Solve the following biquadratic equations, indicating the number of obtained solutions:
1) $$x^4-2x^2=0$$
2) $$x^4+x^2-12=0$$
3) $$x^4-25=0$$
4) $$x^4-3x^2+2=0$$
Development:
1) Since we do not have independent term we can extract common factor:
$$$x^4-2x^2=0 \Rightarrow x^2\cdot(x^2-2)=0 \Rightarrow \left\{\begin{matrix} x^2=0 \Rightarrow x=0 \\ x^2-2=0 \Rightarrow x^2=2 \Rightarrow x=\pm\sqrt{2}\end{matrix}\right.$$$
We have three solutions $$0$$, $$\sqrt{2}$$, $$-\sqrt{2}$$.
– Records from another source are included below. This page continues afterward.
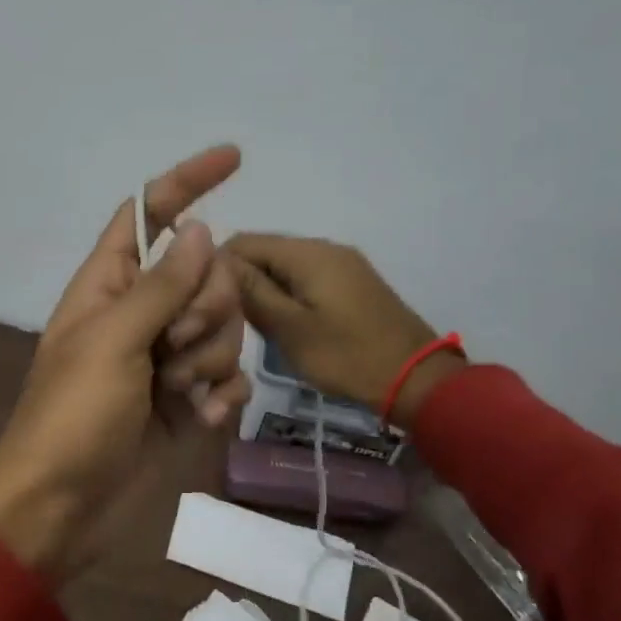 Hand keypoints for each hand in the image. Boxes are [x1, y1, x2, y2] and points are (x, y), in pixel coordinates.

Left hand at [0, 147, 249, 583]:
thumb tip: (200, 230)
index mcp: (108, 284)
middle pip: (203, 271)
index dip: (185, 181)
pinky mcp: (185, 399)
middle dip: (205, 305)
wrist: (62, 510)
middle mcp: (139, 312)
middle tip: (173, 344)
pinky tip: (203, 417)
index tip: (234, 157)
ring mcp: (164, 357)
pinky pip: (228, 375)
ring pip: (222, 325)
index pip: (147, 213)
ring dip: (209, 357)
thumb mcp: (112, 342)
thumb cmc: (73, 418)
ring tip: (176, 392)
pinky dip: (222, 394)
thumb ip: (161, 286)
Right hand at [223, 234, 464, 428]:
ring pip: (282, 267)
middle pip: (263, 252)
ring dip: (262, 291)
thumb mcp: (290, 328)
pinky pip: (304, 279)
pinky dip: (285, 297)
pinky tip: (282, 326)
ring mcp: (341, 265)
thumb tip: (215, 260)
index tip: (203, 304)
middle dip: (239, 281)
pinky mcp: (351, 284)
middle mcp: (323, 248)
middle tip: (226, 321)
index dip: (216, 268)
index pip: (242, 241)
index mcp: (307, 253)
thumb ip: (251, 291)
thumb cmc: (347, 356)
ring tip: (251, 327)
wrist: (417, 379) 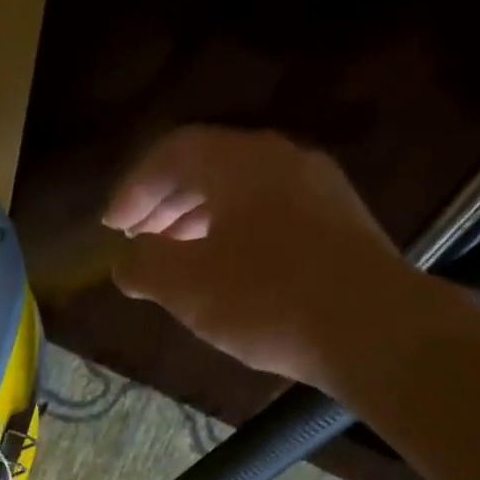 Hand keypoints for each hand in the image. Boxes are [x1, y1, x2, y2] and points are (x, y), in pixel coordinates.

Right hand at [105, 127, 416, 387]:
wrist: (368, 326)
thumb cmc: (267, 300)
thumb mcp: (189, 288)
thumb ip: (145, 268)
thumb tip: (123, 262)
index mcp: (241, 162)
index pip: (173, 152)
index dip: (133, 188)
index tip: (110, 228)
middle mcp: (281, 160)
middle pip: (209, 167)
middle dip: (164, 204)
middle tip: (137, 241)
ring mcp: (315, 189)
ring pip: (240, 193)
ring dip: (197, 221)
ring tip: (175, 260)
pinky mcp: (335, 224)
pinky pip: (267, 215)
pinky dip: (231, 235)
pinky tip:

2) We can make the change of variable $$x^2=t$$, so we have the equation
$$$\displaystyle t^2+t-12=0 \Rightarrow t=\frac{-1 \pm \sqrt{1^2-4\cdot1\cdot(-12)}}{2}= \frac{-1 \pm \sqrt{49}}{2}= \frac{-1 \pm 7}{2} \left \{\begin{matrix} t_1=3 \\ t_2=4\end{matrix}\right.$$$ Undoing the changes:
$$x^2=t \Rightarrow x=\pm\sqrt{t}$$
$$x=\pm\sqrt{3}$$
$$x=\pm\sqrt{-4} \Rightarrow $$ no solution.
Therefore we obtain $$2$$ solutions: $$\sqrt{3}$$ and $$-\sqrt{3}$$.
3) Applying the change of variable: $$$t^2-25=0 \Rightarrow t^2=25 \Rightarrow t=\pm\sqrt{25} = \pm5$$$
Undoing the changes:
$$x^2=t \Rightarrow x=\pm\sqrt{t}$$
$$x=\pm\sqrt{5}$$
$$x=\pm\sqrt{-5} \Rightarrow $$ no solution.
Therefore it has $$2$$ solutions: $$\sqrt{5}$$ and $$-\sqrt{5}$$.
4) We do the change of variable $$x^2=t$$, so we have the equation
$$$\displaystyle t^2-3t+2=0 \Rightarrow t=\frac{-3 \pm \sqrt{(-3)^2-4\cdot1\cdot2}}{2}= \frac{-3 \pm \sqrt{9-8}}{2}= \frac{-3 \pm 1}{2} \left \{\begin{matrix} t_1=-1 \\ t_2=-2\end{matrix}\right.$$$ Undoing the changes:
$$x^2=t \Rightarrow x=\pm\sqrt{t}$$
$$x=\pm\sqrt{-1} \Rightarrow $$ no solution.
$$x=\pm\sqrt{-2} \Rightarrow $$ no solution.
Therefore it does not have a solution.
Solution:
1) We have $$3$$ solutions: $$0$$, $$\sqrt{2}$$, $$-\sqrt{2}$$. 2) We have $$2$$ solutions: $$\sqrt{3}$$ and $$-\sqrt{3}$$. 3) We have $$2$$ solutions: $$\sqrt{5}$$ and $$-\sqrt{5}$$. 4) It has no solution.